VDGIF received laboratory results from CWD samples collected through the 2009-2010 hunting season, and found one confirmed case of CWD. Since 2002, nearly 5,000 samples have been collected in Virginia, and CWD has been detected in only one deer.
The CWD-positive deer was killed by a hunter on November 14, 2009, in western Frederick County and was one of more than 200 hunter-killed and vehicle-killed deer in the Active Surveillance Area tested this year for CWD. The Active Surveillance Area consisted of parts of western Frederick and Shenandoah Counties. VDGIF biologists have focused CWD surveillance in this area since 2005, when a deer with the disease was found in Hampshire County, West Virginia, within 10 miles of the Virginia state line. Deer with CWD have been found in that area of West Virginia every year since then.
CWD has been detected in 18 states and two Canadian provinces. CWD is a slow, progressive neurological (brain and nervous system) disease found in deer, elk, and moose in North America. The disease ultimately results in death of the animal. Symptoms exhibited by CWD-infected deer include, staggering, abnormal posture, lowered head, drooling, acting confused, and marked weight loss. There is no evidence that CWD can be naturally transmitted to humans, livestock, or pets.
Guided by the CWD Response Plan, a CWD Response Team composed of staff from VDGIF and other state and federal agencies considered a range of potential measures to manage CWD in the area.

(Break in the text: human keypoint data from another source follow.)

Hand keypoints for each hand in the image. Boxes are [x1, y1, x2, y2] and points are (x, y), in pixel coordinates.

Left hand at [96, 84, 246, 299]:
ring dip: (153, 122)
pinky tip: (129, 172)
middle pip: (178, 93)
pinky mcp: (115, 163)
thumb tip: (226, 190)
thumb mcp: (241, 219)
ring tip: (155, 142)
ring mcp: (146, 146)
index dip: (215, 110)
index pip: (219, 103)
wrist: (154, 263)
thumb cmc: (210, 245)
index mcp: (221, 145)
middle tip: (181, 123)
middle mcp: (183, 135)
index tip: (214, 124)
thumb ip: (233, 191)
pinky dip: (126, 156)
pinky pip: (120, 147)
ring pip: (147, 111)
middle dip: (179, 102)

Recommended management actions, endorsed by the Board of Game and Inland Fisheries on April 20, 2010, and effective immediately, include:
- Delineation of a CWD Containment Area (CA) in western Frederick and Shenandoah counties, including the City of Winchester.
- Mandatory disease testing of deer harvested by hunters in the Containment Area on November 13, 20, and 27, 2010, at seven designated sampling stations. * Prohibition of deer feeding year-round in Clark, Frederick, Shenandoah, and Warren counties, and in the City of Winchester.

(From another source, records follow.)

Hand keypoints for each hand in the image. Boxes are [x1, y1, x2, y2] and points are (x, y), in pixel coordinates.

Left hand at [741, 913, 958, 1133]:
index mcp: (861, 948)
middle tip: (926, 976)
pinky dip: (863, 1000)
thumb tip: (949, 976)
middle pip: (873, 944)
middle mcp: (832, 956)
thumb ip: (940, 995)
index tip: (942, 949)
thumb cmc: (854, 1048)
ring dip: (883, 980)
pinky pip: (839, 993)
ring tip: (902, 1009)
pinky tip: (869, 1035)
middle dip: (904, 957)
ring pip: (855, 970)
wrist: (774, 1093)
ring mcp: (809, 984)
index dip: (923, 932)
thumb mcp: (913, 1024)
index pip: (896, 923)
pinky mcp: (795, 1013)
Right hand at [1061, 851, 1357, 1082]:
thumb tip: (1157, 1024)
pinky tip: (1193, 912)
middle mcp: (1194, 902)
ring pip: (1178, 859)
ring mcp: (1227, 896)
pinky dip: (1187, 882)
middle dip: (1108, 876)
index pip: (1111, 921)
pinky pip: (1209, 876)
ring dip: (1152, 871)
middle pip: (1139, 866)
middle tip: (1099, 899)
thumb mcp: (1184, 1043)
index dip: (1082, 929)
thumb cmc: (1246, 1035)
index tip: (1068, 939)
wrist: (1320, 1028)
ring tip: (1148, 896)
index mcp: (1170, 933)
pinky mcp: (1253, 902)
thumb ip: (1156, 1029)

- Prohibit movement of deer carcasses and parts out of the Containment Area, with exceptions for certain parts allowed under the carcass importation law (e.g., quarters), and for parts going to meat processors, taxidermists, or landfills in Frederick or Shenandoah counties.
- Require meat processors, taxidermists, road-kill pickup crews, and waste management service contractors to dispose of all deer wastes from the Containment Area in a lined landfill in Frederick or Shenandoah counties.
- Prohibit rehabilitation and release of deer that originate from within the Containment Area and require that deer rehabilitated elsewhere in Frederick or Shenandoah counties not be released outside the county of origin.
- As a proactive measure to prevent spread of CWD, reduce the deer population in Clark, Frederick, Shenandoah, and Warren counties and in the City of Winchester by increasing the daily bag limit to two deer, activating an Earn-A-Buck requirement, and establishing all muzzleloader seasons as full-season either-sex.
The full text of recommended management actions can be found on the VDGIF website, along with other information about CWD.
Anyone who sees a sick deer that displays any of the signs described above should contact the nearest VDGIF office immediately with accurate location information. Please do not attempt to disturb or kill the deer before contacting the VDGIF.
It is the mission of the VDGIF to maintain optimum populations of all species to serve the needs of the Commonwealth; to provide opportunity for all to enjoy wildlife, inland fish, boating and related outdoor recreation and to work diligently to safeguard the rights of the people to hunt, fish and harvest game as provided for in the Constitution of Virginia; to promote safety for persons and property in connection with boating, hunting and fishing; to provide educational outreach programs and materials that foster an awareness of and appreciation for Virginia’s fish and wildlife resources, their habitats, and hunting, fishing, and boating opportunities.